The plan for 2001-2002 will address four areas: language arts, mathematics, technology, and diversity. The introduction to the improvement plan says, “The faculty at Hawley strive to develop and foster within students, attributes associated with cognitive achievement, the self-directed learner and process skills which emphasize critical thinking, problem solving and decision-making.”

It further states, “Hawley faculty continues to foster learning that encompasses the ‘whole child.’ Differentiating instruction is one way we address individual strengths and weaknesses.”

In language arts, goals have been set to have students find meaning from texts, think critically about what they read, enjoy reading, and be “strategic” readers. Language arts assessments will continue to drive instruction in grades K-5. The effort encourages students to make connections between reading and writing through interactive writing for sound-symbol correspondence as well as writing to communicate, writing aloud for modeling purposes, reader repines entries, writers’ workshops, and independent writing.

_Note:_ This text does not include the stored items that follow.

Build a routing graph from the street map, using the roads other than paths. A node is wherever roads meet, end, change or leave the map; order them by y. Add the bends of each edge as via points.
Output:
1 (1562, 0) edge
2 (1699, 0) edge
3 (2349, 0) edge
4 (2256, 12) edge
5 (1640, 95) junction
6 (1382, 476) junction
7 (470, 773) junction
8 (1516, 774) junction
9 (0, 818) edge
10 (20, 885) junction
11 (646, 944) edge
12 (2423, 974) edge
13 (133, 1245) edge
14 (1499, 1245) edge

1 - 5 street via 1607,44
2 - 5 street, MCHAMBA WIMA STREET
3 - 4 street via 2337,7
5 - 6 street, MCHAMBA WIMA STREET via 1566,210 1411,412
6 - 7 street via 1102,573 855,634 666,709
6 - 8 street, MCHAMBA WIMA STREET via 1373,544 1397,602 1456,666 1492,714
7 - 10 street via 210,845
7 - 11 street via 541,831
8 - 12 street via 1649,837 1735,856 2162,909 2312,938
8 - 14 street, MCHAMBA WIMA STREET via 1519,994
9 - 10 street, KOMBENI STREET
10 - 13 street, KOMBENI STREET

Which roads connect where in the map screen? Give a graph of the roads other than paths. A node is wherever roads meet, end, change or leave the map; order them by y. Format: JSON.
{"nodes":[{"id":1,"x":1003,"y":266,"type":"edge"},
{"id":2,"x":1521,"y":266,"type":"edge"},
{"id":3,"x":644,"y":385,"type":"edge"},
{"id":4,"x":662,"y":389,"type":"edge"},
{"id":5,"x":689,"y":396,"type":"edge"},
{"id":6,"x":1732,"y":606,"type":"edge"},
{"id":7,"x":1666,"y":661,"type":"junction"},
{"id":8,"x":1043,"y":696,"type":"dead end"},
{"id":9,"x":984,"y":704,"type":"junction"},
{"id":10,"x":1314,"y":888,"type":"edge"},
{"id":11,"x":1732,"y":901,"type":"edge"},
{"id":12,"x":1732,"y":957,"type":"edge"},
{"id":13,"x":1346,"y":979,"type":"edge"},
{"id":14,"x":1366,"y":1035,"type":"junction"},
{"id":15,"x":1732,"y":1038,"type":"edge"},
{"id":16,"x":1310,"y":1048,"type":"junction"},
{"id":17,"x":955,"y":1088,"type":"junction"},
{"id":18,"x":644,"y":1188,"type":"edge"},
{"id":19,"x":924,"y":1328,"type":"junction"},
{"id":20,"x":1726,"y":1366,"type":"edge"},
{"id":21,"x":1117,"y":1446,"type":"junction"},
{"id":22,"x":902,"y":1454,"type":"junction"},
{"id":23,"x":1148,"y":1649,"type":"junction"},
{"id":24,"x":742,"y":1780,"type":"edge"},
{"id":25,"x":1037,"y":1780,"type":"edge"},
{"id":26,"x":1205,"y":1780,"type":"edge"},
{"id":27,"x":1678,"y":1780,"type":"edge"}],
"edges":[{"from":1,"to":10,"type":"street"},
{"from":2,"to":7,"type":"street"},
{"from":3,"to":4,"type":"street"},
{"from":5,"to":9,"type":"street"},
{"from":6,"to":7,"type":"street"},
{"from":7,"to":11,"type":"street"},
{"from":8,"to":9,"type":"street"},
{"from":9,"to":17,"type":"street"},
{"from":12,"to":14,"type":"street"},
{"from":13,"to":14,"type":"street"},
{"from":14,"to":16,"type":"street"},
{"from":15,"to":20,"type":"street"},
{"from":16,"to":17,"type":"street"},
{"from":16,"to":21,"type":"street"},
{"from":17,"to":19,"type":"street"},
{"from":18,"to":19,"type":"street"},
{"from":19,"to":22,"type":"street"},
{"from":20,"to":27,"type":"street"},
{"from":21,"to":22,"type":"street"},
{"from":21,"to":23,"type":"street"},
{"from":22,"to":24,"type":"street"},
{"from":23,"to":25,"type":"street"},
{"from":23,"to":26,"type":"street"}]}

Language arts instruction will also continue to develop students’ ability to respond critically, both orally and in writing, using information from the text as well as personal experiences to support their responses. Revising and editing pieces of writing is another area in language arts that will be worked on continuously as well as refining the language arts instruction to build on the foundation and support instruction for each grade level.

In math, Hawley School’s Improvement Plan allows for various differentiated instruction through teachers observing the math/science specialist, modeling an investigation or topic using differentiated instruction with various resources; having teachers explore the Internet math Web sites to assist them in providing differentiated instruction in the classroom, computer lab and in homework; and having teachers try a differentiated learning technique and share the experience with their team.

Students in grades 2-5 will work on skills that will help to prepare them for the third generation Connecticut Mastery Test.

The technology goals for 2001-2002 include having at least one multimedia computer set up for network access in each classroom, having technology incorporated into the classroom using a mobile workstation, adding a mini-lab to the library media center to provide more access to students and teachers, continued technology training, and having staff review software to help support the curriculum.

Hawley’s diversity goal for the 2001-2002 school year is to continue to bring literature and direct instruction to teach diversity in the classroom. The school PTA will continue to provide cultural arts programs that bring various diversity programs to the students at school. The school has also established a diversity committee which is researching setting up a sister school that has a more diverse population of students, allowing Hawley students to write back and forth, and possibly visit the sister school to meet and talk with other students.

“We really foster education that encompasses the whole child,” Ms Peters said. “As a school community, we are only as good a sum of its parts. We can achieve anything we put our minds to.”